With utmost care and scientific rigour, the team managed to collect a bunch of samples off bread and beer-making vessels stored in the museum, which were then sent away for analysis. Except, of course, that Blackley – in true evil scientist form – nicked one of the samples for himself.

And then he made bloody sourdough starter from it, the absolute madman! In the most rigorous and sterile scientific manner, obviously – attempting to keep the contaminants out, and the ancient yeasts in.

Just in case you’re a sourdough newbie, the whole idea of a “starter” is to replace the packet yeast many bread recipes call for with a living yeasty baby enticed from the very air around us into a slightly gross, sour-smelling, bubbly mixture of flour, water, and those lovely wild yeasts. Often sourdough starter recipes suggest giving your starter a boost with raisins or other organic fruit that collect yeast on their skin.
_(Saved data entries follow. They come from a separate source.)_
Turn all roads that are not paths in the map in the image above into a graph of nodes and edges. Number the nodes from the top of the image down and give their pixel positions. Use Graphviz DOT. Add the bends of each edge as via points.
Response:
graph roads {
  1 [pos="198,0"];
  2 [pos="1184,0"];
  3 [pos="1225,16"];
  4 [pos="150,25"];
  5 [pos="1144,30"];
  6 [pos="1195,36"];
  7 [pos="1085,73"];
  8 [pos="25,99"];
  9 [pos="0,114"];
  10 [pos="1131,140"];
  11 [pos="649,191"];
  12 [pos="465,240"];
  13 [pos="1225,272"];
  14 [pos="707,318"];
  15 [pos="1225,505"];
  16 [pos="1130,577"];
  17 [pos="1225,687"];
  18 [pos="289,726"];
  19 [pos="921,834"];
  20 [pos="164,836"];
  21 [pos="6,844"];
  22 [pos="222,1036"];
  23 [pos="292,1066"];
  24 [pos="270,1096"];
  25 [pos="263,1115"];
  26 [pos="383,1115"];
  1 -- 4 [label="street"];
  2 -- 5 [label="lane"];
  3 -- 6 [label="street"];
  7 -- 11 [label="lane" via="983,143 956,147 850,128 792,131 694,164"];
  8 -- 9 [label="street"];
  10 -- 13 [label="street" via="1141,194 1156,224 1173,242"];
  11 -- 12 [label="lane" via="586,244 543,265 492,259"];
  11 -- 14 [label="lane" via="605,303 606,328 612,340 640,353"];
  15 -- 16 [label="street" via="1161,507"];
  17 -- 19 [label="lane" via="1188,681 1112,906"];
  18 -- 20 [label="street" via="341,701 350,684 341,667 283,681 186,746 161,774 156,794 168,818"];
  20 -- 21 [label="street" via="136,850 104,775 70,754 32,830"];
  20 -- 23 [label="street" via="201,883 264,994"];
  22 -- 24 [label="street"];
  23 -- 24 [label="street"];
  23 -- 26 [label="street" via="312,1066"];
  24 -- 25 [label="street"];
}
Blackley used mummy yeast instead.

Clearly committed to his unholy plan, he also used only grains that would have been around at the same time as the yeast, nearly 5000 years ago.

“The aroma of this yeast is unlike anything I’ve experienced.” Our boy is truly lost to the mad science now.

Alright, I’ll admit it: I, too, am getting emotional over the forbidden loaf. Even though it is definitely cursed with the rage of a thousand hungry mummies, it looks delicious and is also a genuine triumph in the art of time travel via fermentation crafts. Petition to make the haunted yeast available to the rest of us, please. I, too, would like to get this (ancient) bread.